Exercise prompt:
Copy exactly. Begin with the line that contains "ring tip: (993, 854)" and stop after the last line of the records.

Given records:
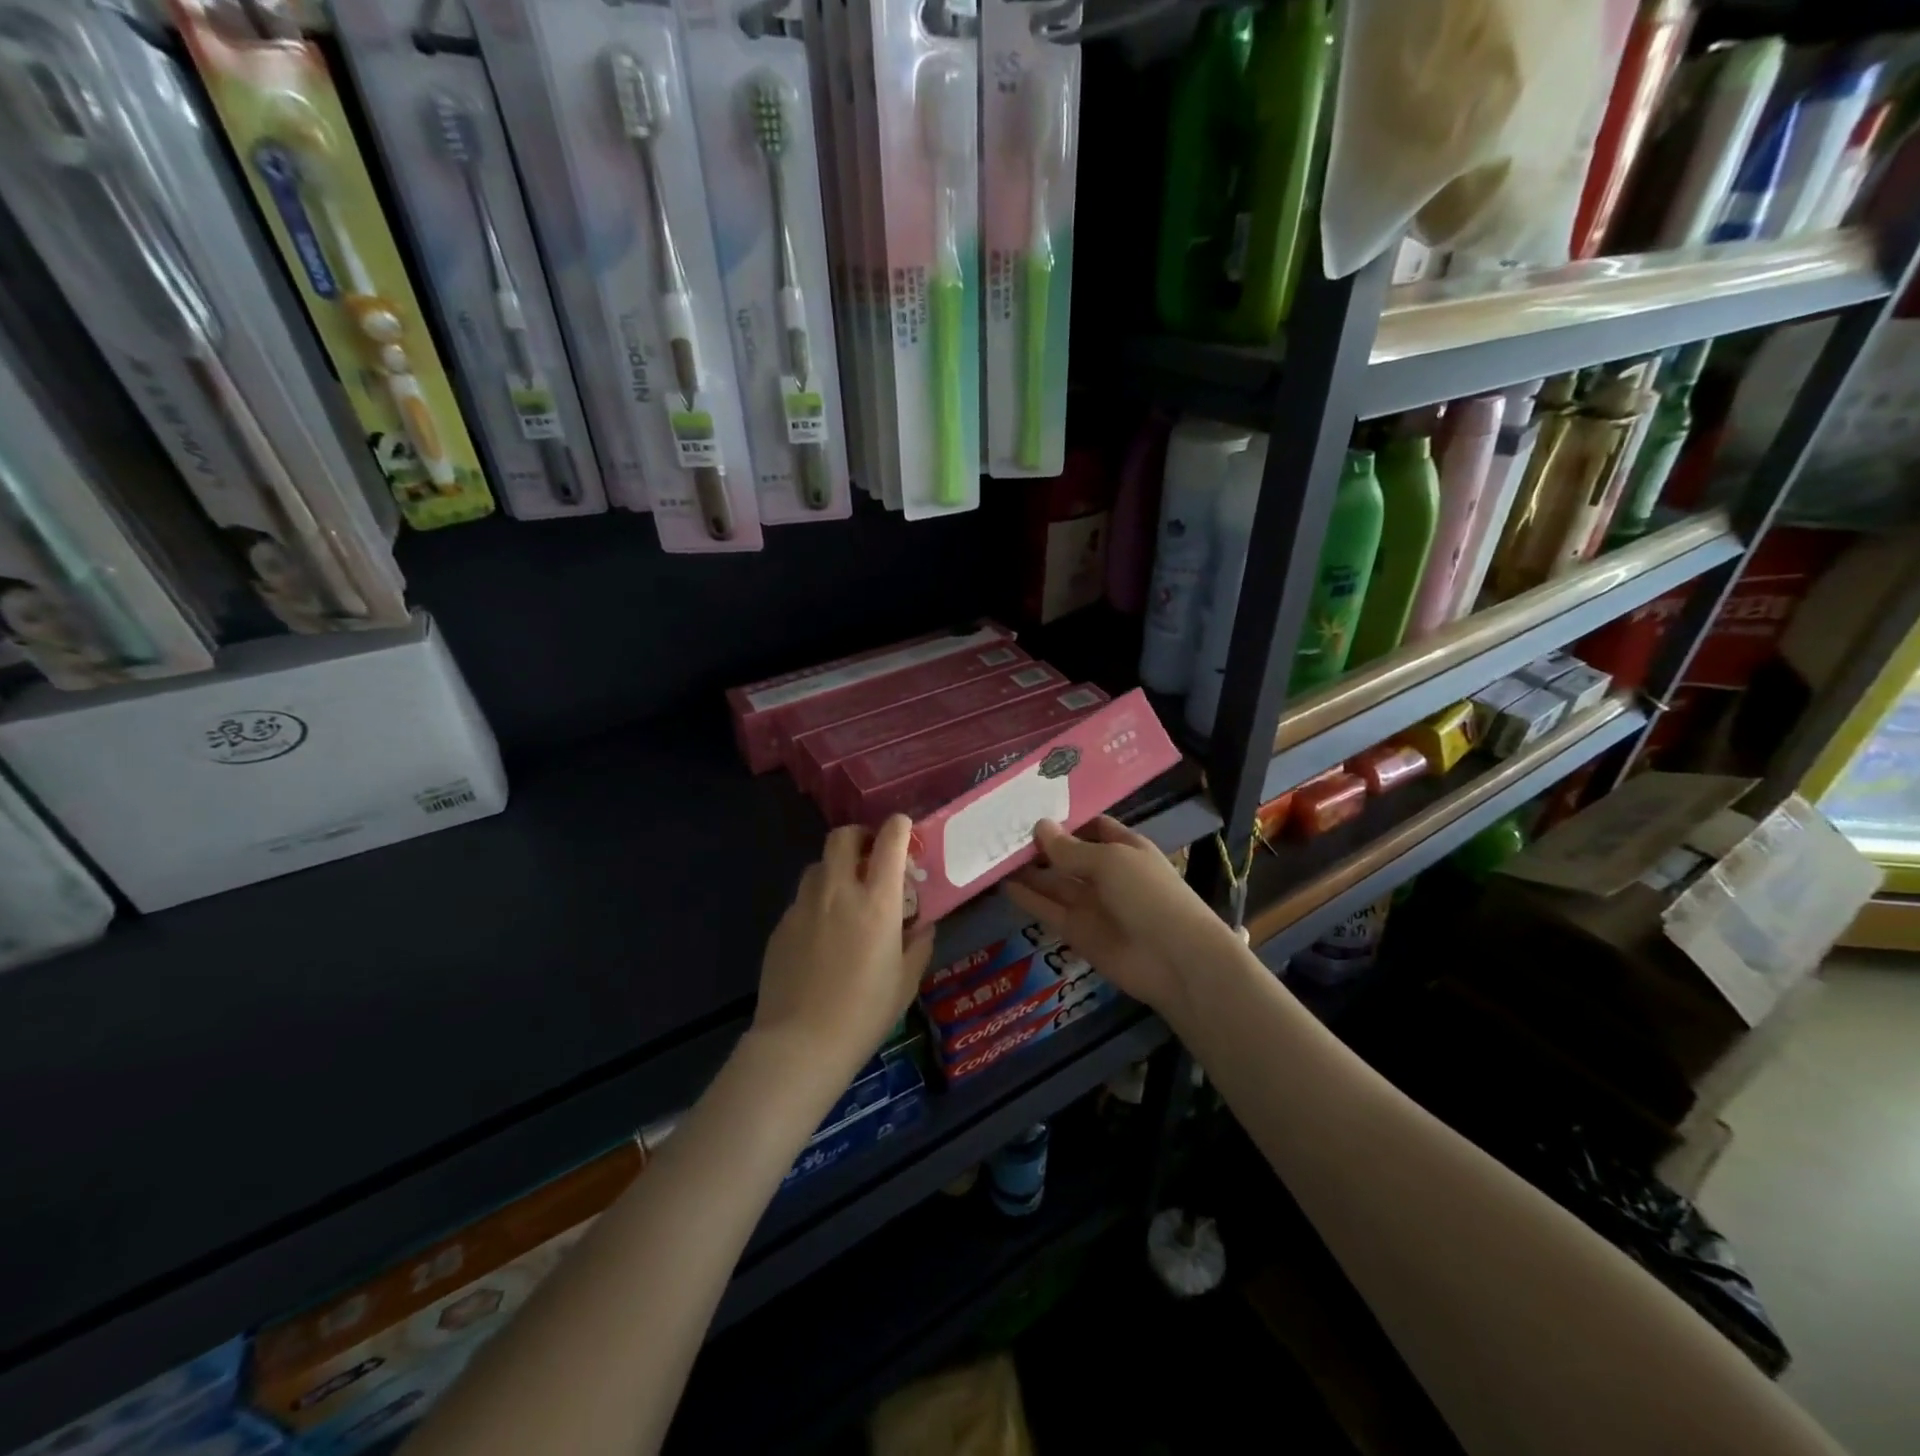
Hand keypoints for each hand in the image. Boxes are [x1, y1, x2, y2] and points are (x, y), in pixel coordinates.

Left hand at [754, 816, 934, 1080]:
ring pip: (818, 865)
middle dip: (860, 836)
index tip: (904, 830)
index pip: (890, 842)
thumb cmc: (864, 1013)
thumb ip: (918, 945)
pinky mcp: (782, 924)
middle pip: (843, 837)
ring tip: (845, 895)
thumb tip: (921, 925)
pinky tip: (822, 933)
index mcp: (877, 903)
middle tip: (870, 856)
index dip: (899, 827)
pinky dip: (816, 901)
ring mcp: (804, 905)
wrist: (800, 1043)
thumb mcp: (906, 982)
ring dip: (835, 868)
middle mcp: (838, 892)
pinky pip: (802, 898)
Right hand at [1004, 817, 1236, 1015]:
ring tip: (993, 854)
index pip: (1092, 827)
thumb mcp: (1110, 861)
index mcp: (1124, 848)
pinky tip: (1003, 884)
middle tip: (1000, 832)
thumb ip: (1070, 849)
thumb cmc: (1148, 894)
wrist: (1174, 960)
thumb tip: (1039, 826)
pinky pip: (1049, 911)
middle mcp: (1106, 874)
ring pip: (1054, 883)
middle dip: (1040, 845)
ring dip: (1028, 871)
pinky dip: (1028, 899)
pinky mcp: (1077, 932)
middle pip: (1068, 855)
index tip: (1030, 809)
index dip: (1065, 820)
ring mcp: (1091, 904)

Exercise solution:
ring tip: (993, 854)
index pip: (1092, 827)
thumb mcp: (1110, 861)
index mcp: (1124, 848)
pinky tip: (1003, 884)
middle tip: (1000, 832)
thumb ip: (1070, 849)
thumb cmc: (1148, 894)
wrist: (1174, 960)
thumb tip: (1039, 826)
pinky pip: (1049, 911)
middle mcp: (1106, 874)
ring pip: (1054, 883)
middle dip: (1040, 845)
ring dip: (1028, 871)
pinky dip: (1028, 899)
pinky mcp: (1077, 932)
middle pip: (1068, 855)
index tip: (1030, 809)
index dip: (1065, 820)
ring mcp: (1091, 904)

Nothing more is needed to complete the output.